RE: unreliable time function inside IRQ?

[Date Prev][Date Next][Thread Prev][Thread Next][Date Index][Thread Index]

 



Dear Jonathan,
	Thanks for answering my question. I am using Panda board(OMAP4430). It is using a 32K counter clock as the high resolution clock(arch/arm/plat-omap/couter_32k.c). But I also observe the same thing in Nexus 7 first generation(announced in 2012), which uses Nvidia Tegra 3 platform. I suspect the data that represents the time is cached, or it is using some older value in the interrupt case.
It could be the Linux's time function problem. Is that possible? I actually tried using Jiffy, which is the built-in software clock. The time between each interrupt also varies big. My HZ setting is 1000. I also tried a later version of Linux, which is 3.7 or later. The result is the same.
	The implementation of the time function is very simple. Below is the function from 32K clock counter. It is reading the hardware clock, compute the difference between a static variable and update the time. For a different clock, only the "clocksource_32k.mult", "clocksource_32k.shift", would be different.
	Thanks.

Best Regards,

Ge GAO

========================================================================================
static struct timespec persistent_ts;
static cycles_t cycles, last_cycles;
void read_persistent_clock(struct timespec *ts)
{
unsigned long long nsecs;
cycles_t delta;
struct timespec *tsp = &persistent_ts;

last_cycles = cycles;
cycles = clocksource_32k.read(&clocksource_32k);
delta = cycles - last_cycles;

nsecs = clocksource_cyc2ns(delta,
   clocksource_32k.mult, clocksource_32k.shift);

timespec_add_ns(tsp, nsecs);
*ts = *tsp;
}
===============================================================
-----Original Message-----
From: Jonathan Cameron [mailto:jic23@xxxxxxxxxx] 
Sent: Saturday, March 29, 2014 4:06 AM
To: Ge Gao; Lars-Peter Clausen
Cc: linux-iio@xxxxxxxxxxxxxxx
Subject: Re: unreliable time function inside IRQ?

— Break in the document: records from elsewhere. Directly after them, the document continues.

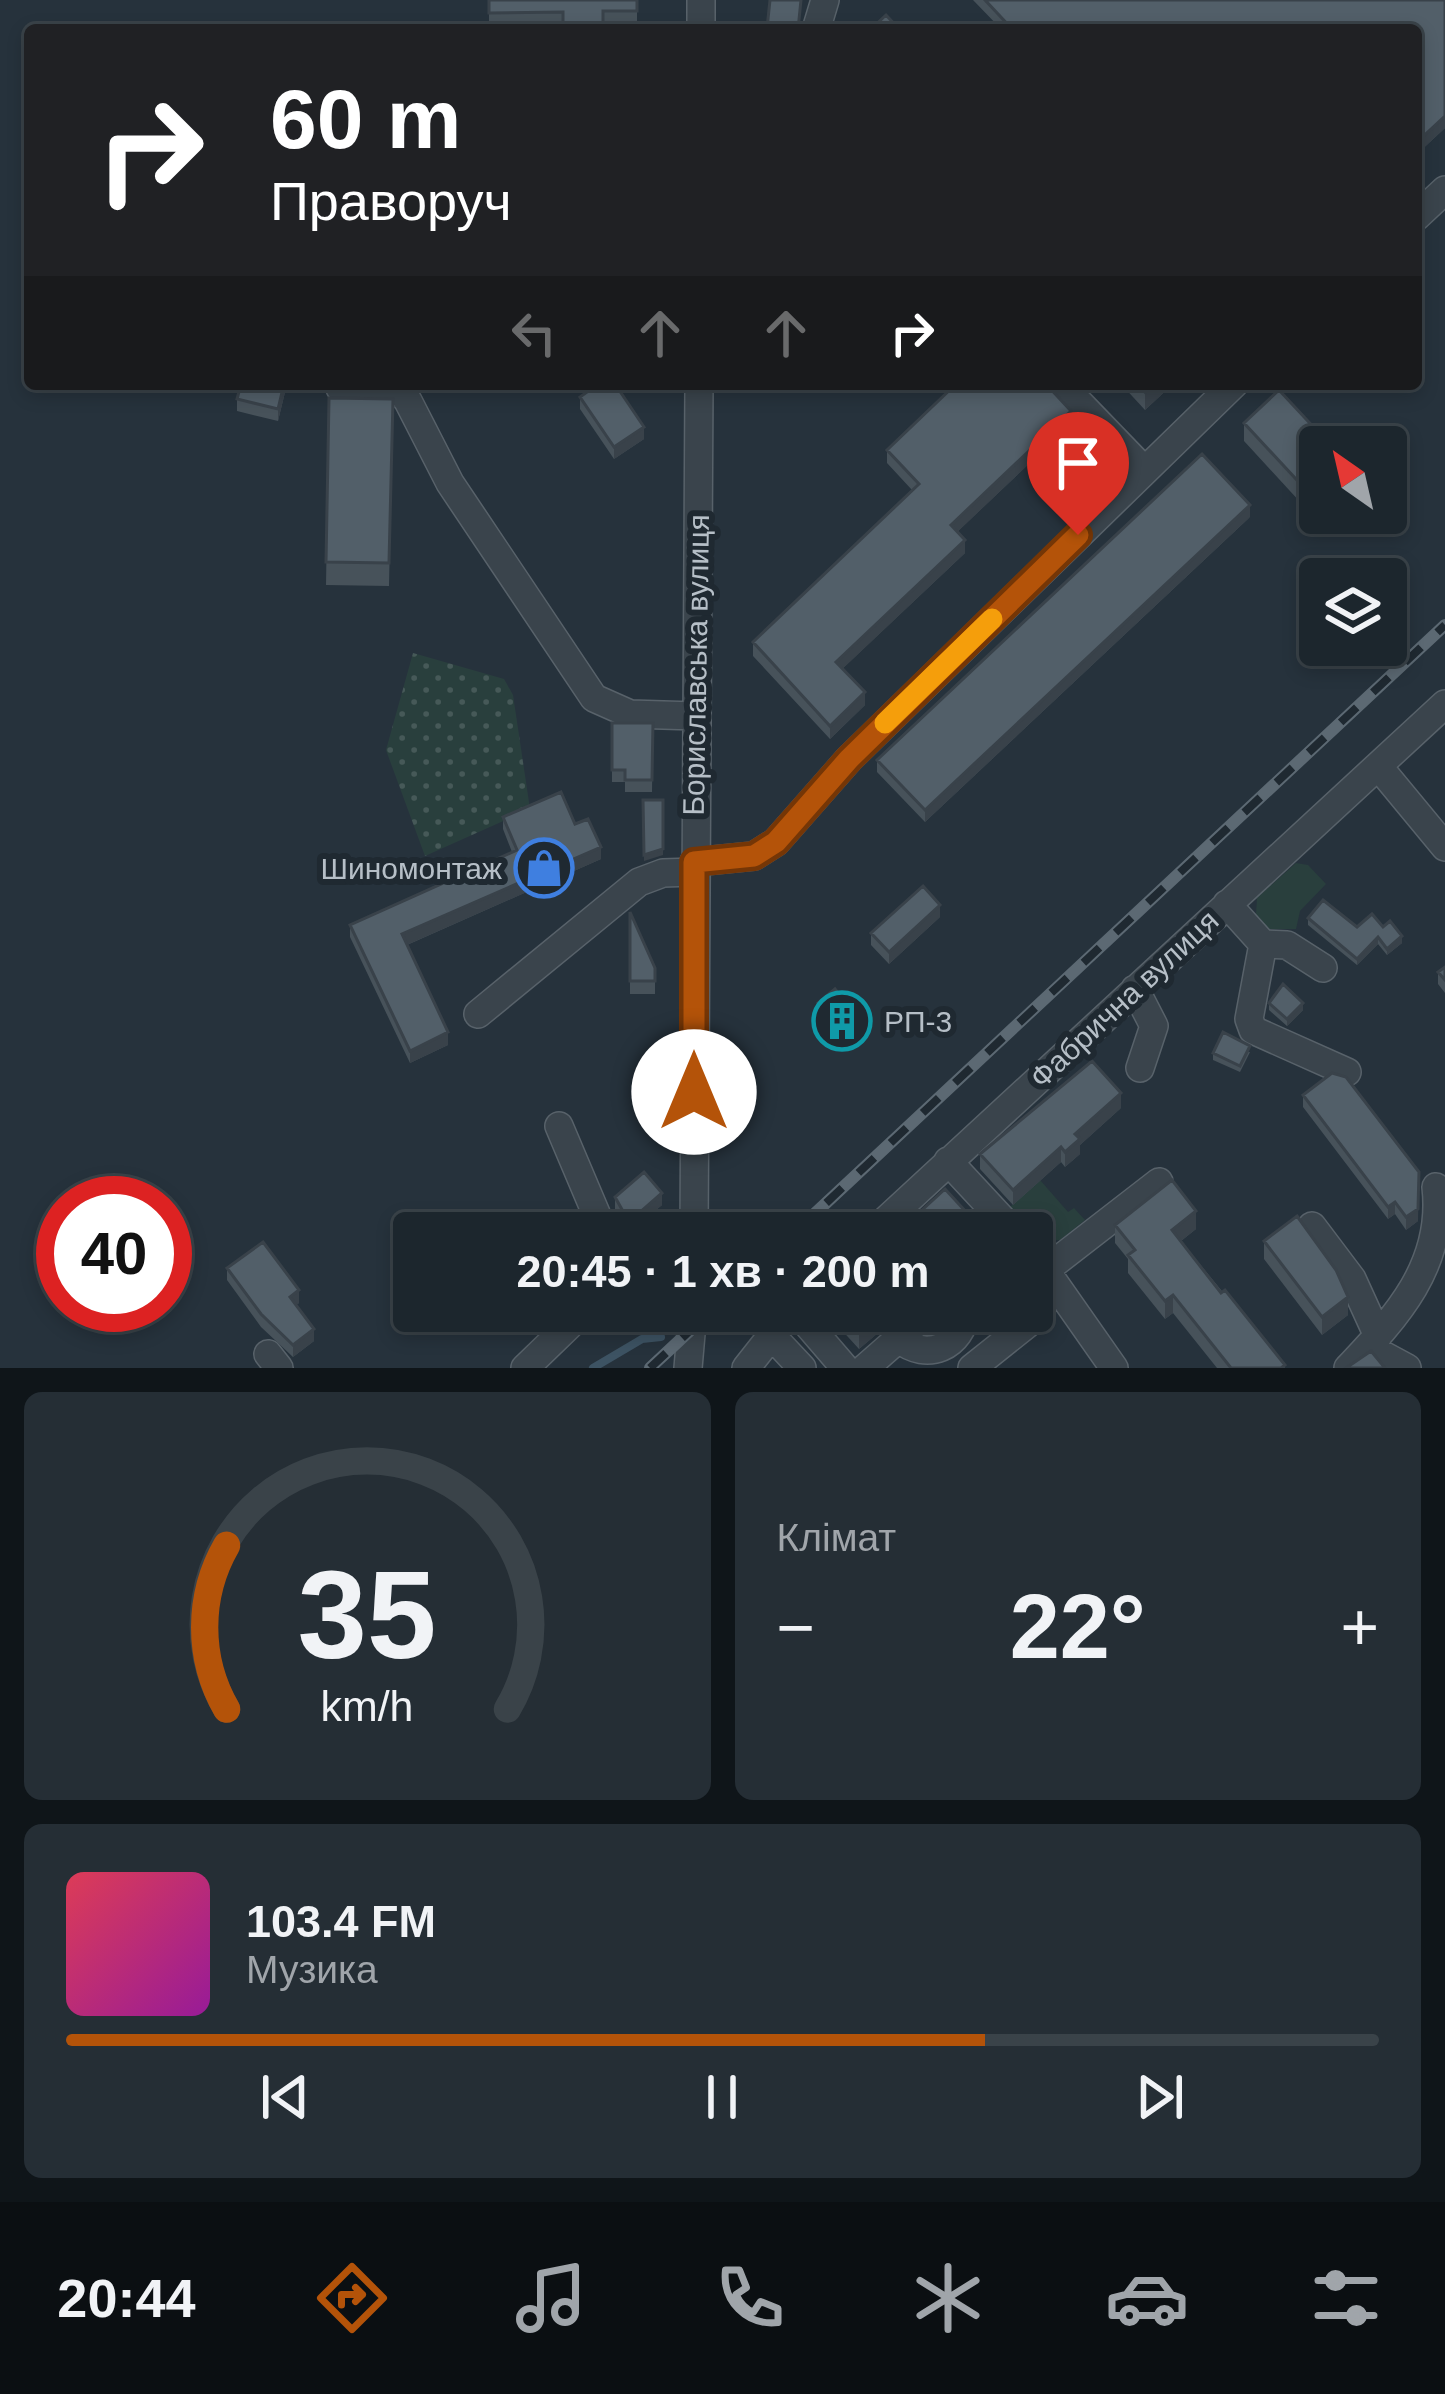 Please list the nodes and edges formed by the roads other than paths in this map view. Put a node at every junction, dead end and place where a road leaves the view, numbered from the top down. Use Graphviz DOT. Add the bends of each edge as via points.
graph roads {
  1 [pos="1445,190"];
  2 [pos="1422,211"];
  3 [pos="370,390"];
  4 [pos="699,390"];
  5 [pos="1067,390"];
  6 [pos="1228,390"];
  7 [pos="1144,470"];
  8 [pos="1445,704"];
  9 [pos="696,716"];
  10 [pos="1378,766"];
  11 [pos="1445,847"];
  12 [pos="694,867"];
  13 [pos="1226,904"];
  14 [pos="1263,944"];
  15 [pos="1323,968"];
  16 [pos="1135,989"];
  17 [pos="478,1014"];
  18 [pos="1140,1068"];
  19 [pos="1347,1072"];
  20 [pos="559,1126"];
  21 [pos="948,1161"];
  22 [pos="1159,1182"];
  23 [pos="1436,1187"];
  24 [pos="595,1212"];
  25 [pos="694,1212"];
  26 [pos="894,1212"];
  27 [pos="996,1212"];
  28 [pos="1312,1226"];
  29 [pos="1053,1251"];
  30 [pos="1053,1278"];
  31 [pos="562,1332"];
  32 [pos="691,1332"];
  33 [pos="773,1332"];
  34 [pos="813,1332"];
  35 [pos="907,1332"];
  36 [pos="959,1332"];
  37 [pos="1018,1332"];
  38 [pos="770,1335"];
  39 [pos="899,1339"];
  40 [pos="1373,1342"];
  41 [pos="525,1368"];
  42 [pos="688,1368"];
  43 [pos="746,1368"];
  44 [pos="802,1368"];
  45 [pos="845,1368"];
  46 [pos="866,1368"];
  47 [pos="972,1368"];
  48 [pos="1114,1368"];
  49 [pos="1348,1368"];
  50 [pos="1407,1368"];
  1 -- 2 [label="street"];
  3 -- 9 [label="street" via="409,400 450,483 594,698 630,714"];
  4 -- 9 [label="street, Бориславська вулиця"];
  5 -- 7 [label="street"];
  6 -- 7 [label="street"];
  7 -- 12 [label="street" via="849,759 776,842 754,856"];
  8 -- 10 [label="street, Фабрична вулиця"];
  9 -- 12 [label="street, Бориславська вулиця"];
  10 -- 11 [label="street"];
  10 -- 13 [label="street, Фабрична вулиця"];
  12 -- 17 [label="street" via="639,882"];
  12 -- 25 [label="street, Бориславська вулиця"];
  13 -- 14 [label="street"];
  13 -- 16 [label="street, Фабрична вулиця"];
  14 -- 15 [label="street" via="1302,951"];
  14 -- 19 [label="street" via="1253,1030"];
  16 -- 18 [label="street" via="1154,1026"];
  16 -- 21 [label="street, Фабрична вулиця"];
  20 -- 24 [label="street"];
  21 -- 26 [label="street, Фабрична вулиця"];
  21 -- 27 [label="street"];
  22 -- 29 [label="street"];
  23 -- 40 [label="street" via="1445,1229 1436,1262"];
  28 -- 40 [label="street" via="1352,1279"];
  30 -- 48 [label="street"];
  31 -- 41 [label="street"];
  32 -- 42 [label="street"];
  33 -- 38 [label="street"];
  34 -- 45 [label="street"];
  35 -- 39 [label="street"];
  36 -- 39 [label="street" via="942,1348 916,1350"];
  37 -- 47 [label="street"];
  38 -- 43 [label="street"];
  38 -- 44 [label="street"];
  39 -- 46 [label="street"];
  40 -- 49 [label="street"];
  40 -- 50 [label="street"];
} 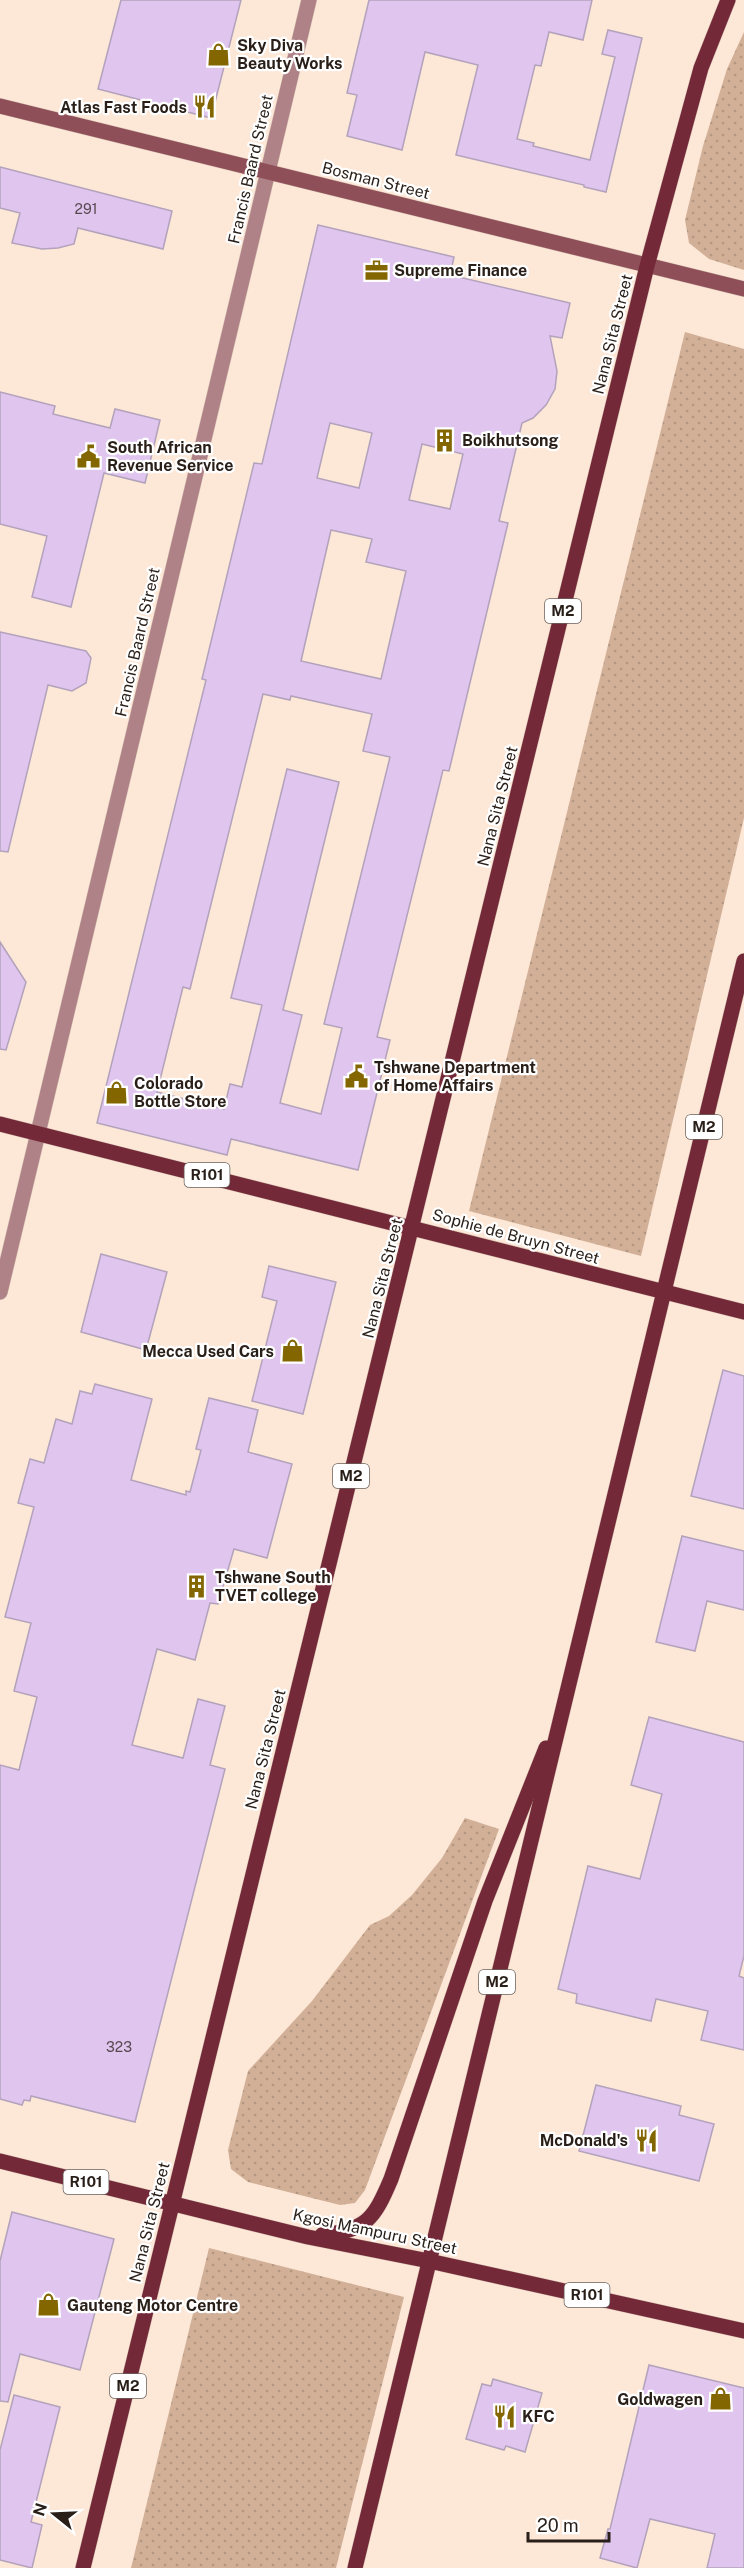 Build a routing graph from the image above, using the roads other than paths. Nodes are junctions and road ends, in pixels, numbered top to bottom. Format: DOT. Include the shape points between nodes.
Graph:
graph roads {
  1 [pos="309,0"];
  2 [pos="728,0"];
  3 [pos="0,106"];
  4 [pos="268,172"];
  5 [pos="647,266"];
  6 [pos="744,289"];
  7 [pos="744,961"];
  8 [pos="0,1124"];
  9 [pos="38,1133"];
  10 [pos="413,1227"];
  11 [pos="0,1292"];
  12 [pos="664,1293"];
  13 [pos="744,1312"];
  14 [pos="564,1703"];
  15 [pos="0,2161"];
  16 [pos="172,2204"];
  17 [pos="308,2237"];
  18 [pos="429,2261"];
  19 [pos="744,2331"];
  20 [pos="83,2568"];
  21 [pos="355,2568"];
  1 -- 4 [label="street, Francis Baard Street"];
  2 -- 5 [label="main road, Nana Sita Street / M2" via="701,68"];
  3 -- 4 [label="main road, Bosman Street"];
  4 -- 5 [label="main road, Bosman Street"];
  4 -- 9 [label="street, Francis Baard Street"];
  5 -- 6 [label="main road, Bosman Street"];
  5 -- 10 [label="main road, Nana Sita Street / M2"];
  7 -- 12 [label="main road, M2"];
  8 -- 9 [label="main road, Sophie de Bruyn Street / R101"];
  9 -- 10 [label="main road, Sophie de Bruyn Street / R101"];
  9 -- 11 [label="street, Francis Baard Street"];
  10 -- 12 [label="main road, Sophie de Bruyn Street / R101"];
  10 -- 16 [label="main road, Nana Sita Street / M2"];
  12 -- 13 [label="main road, Sophie de Bruyn Street / R101"];
  12 -- 14 [label="main road, M2"];
  14 -- 17 [label="main road" via="485,1901 383,2198 367,2222 339,2233"];
  14 -- 18 [label="main road, M2"];
  15 -- 16 [label="main road, Kgosi Mampuru Street / R101"];
  16 -- 17 [label="main road, Kgosi Mampuru Street / R101"];
  16 -- 20 [label="main road, Nana Sita Street / M2"];
  17 -- 18 [label="main road, Kgosi Mampuru Street / R101"];
  18 -- 19 [label="main road, Kgosi Mampuru Street / R101"];
  18 -- 21 [label="main road, M2"];
}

On 25/03/14 21:56, Ge Gao wrote:
> Dear all, Had to bring this question again to see whether anyone see 
> the same problem. IIO fetches the timestamp inside IRQ using 
> iio_get_time_ns(), which in turn call ktime_get_real_ts(&ts).
> However, I notice that the clock taken during interrupt is not always 
> reliable. Sometimes the clock does not update. It is updated after one 
> or more interrupts. It is very easy to reproduce. First find a 
> hardware generating fixed interval of interrupts and using IIO driver 
> to run it. Print out the timestamp. You could find that the timestamp 
> distance is not always correct. For example, if you run a 5 Hz 
> interrupt, most of time you will interrupt timestamp interval is 
> around 200ms. However, sometimes, you could see interval sequence like 
> ...200, 192, 208, 200, 200, 182, 218, 200....... I searched online and 
> only found one result, which is exactly the same as I observed. Below 
> is the link:
> http://stackoverflow.com/questions/17080516/unable-unreliable-to-use-c
> lock-gettime-in-hard-irq-context
>
>
But no one answer the question.
> 	Is there anyone see the same problem? Thanks.
Hi Ge,

I'm afraid I don't know the cause of this.
It's also entirely possible that other interrupts are occurring that are delaying the processing of some of your interrupts.
The slightly interesting bit is that you seem to be getting interrupts apparently early sometimes.  I would have expected a longer delay then a shorter one if it was something else interfering.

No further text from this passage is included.